#### The task:
Repeat exactly the lines of the entries below from the one with "ring mcp: (356, 353)" through the one with "middle tip: (673, 357)", both ends included, and nothing else.

#### Given records:
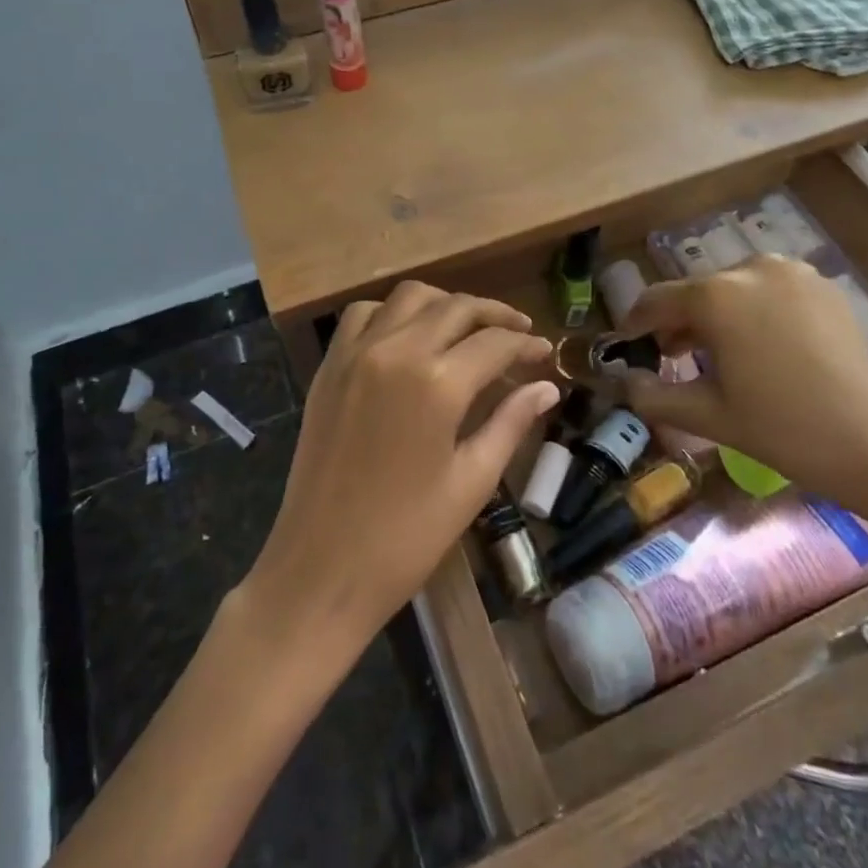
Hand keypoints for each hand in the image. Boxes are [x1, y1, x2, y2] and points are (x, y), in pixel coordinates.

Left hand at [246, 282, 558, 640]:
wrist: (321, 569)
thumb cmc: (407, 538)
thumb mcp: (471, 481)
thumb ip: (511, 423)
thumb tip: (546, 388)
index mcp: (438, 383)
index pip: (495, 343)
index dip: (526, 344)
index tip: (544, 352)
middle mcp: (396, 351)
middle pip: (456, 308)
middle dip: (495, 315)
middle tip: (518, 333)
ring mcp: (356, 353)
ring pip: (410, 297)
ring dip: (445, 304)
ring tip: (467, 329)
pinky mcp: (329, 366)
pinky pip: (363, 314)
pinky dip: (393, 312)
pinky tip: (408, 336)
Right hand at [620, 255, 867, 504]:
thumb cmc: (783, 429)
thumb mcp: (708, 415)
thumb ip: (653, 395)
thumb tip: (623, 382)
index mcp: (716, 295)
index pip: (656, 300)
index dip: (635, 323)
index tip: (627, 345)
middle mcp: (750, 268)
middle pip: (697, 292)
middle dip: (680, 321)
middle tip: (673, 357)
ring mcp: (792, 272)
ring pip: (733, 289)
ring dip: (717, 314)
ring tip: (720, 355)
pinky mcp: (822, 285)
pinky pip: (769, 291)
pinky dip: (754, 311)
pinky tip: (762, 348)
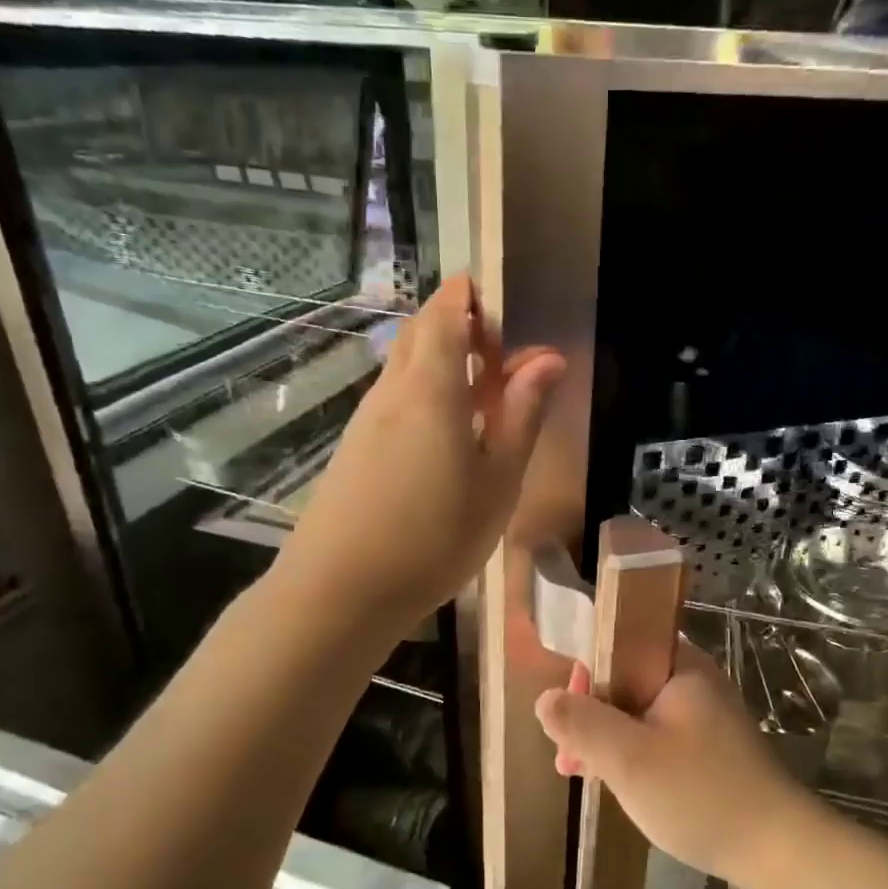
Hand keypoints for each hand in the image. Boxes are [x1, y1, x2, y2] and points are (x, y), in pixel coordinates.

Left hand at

* * *

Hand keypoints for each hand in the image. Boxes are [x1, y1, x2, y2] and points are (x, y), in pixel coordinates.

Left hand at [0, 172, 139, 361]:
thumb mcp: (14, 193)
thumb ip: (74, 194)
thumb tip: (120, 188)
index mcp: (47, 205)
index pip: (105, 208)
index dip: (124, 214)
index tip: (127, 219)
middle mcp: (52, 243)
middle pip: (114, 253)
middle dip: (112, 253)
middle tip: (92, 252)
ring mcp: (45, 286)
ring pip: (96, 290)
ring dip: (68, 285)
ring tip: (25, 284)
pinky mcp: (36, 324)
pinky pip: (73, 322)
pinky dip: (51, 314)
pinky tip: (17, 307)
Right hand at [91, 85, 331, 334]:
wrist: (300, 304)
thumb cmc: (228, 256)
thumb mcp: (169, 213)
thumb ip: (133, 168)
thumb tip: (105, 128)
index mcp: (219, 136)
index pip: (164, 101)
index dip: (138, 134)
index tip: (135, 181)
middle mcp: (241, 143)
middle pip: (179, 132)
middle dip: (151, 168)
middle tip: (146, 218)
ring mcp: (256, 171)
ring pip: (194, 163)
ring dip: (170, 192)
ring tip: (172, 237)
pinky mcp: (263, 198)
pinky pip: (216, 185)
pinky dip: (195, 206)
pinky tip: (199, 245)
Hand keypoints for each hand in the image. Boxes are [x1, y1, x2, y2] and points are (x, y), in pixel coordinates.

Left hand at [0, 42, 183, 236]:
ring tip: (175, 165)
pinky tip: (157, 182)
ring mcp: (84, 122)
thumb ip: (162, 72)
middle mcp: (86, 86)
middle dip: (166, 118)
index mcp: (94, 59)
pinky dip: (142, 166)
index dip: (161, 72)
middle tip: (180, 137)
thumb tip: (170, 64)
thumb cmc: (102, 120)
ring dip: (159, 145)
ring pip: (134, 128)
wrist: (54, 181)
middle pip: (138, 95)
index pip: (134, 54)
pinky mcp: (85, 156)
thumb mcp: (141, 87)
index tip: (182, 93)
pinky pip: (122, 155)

#### Response to the task:
ring mcp: (356, 353)
ring pip: (410, 297)
ring dip: (445, 304)
ring tip: (467, 329)
pinky mcp: (329, 366)
pinky pip: (363, 314)
pinky dip: (393, 312)
pinky tip: (408, 336)
Right hand at [620, 255, 867, 504]:
thumb cmc: (783, 429)
thumb mcp: (708, 415)
thumb ip: (653, 395)
thumb tip: (623, 382)
index mcp: (716, 295)
index pip: (656, 300)
index dip: (635, 323)
index tip: (627, 345)
middle mcp: (750, 268)
middle pip: (697, 292)
middle dip: (680, 321)
middle tip: (673, 357)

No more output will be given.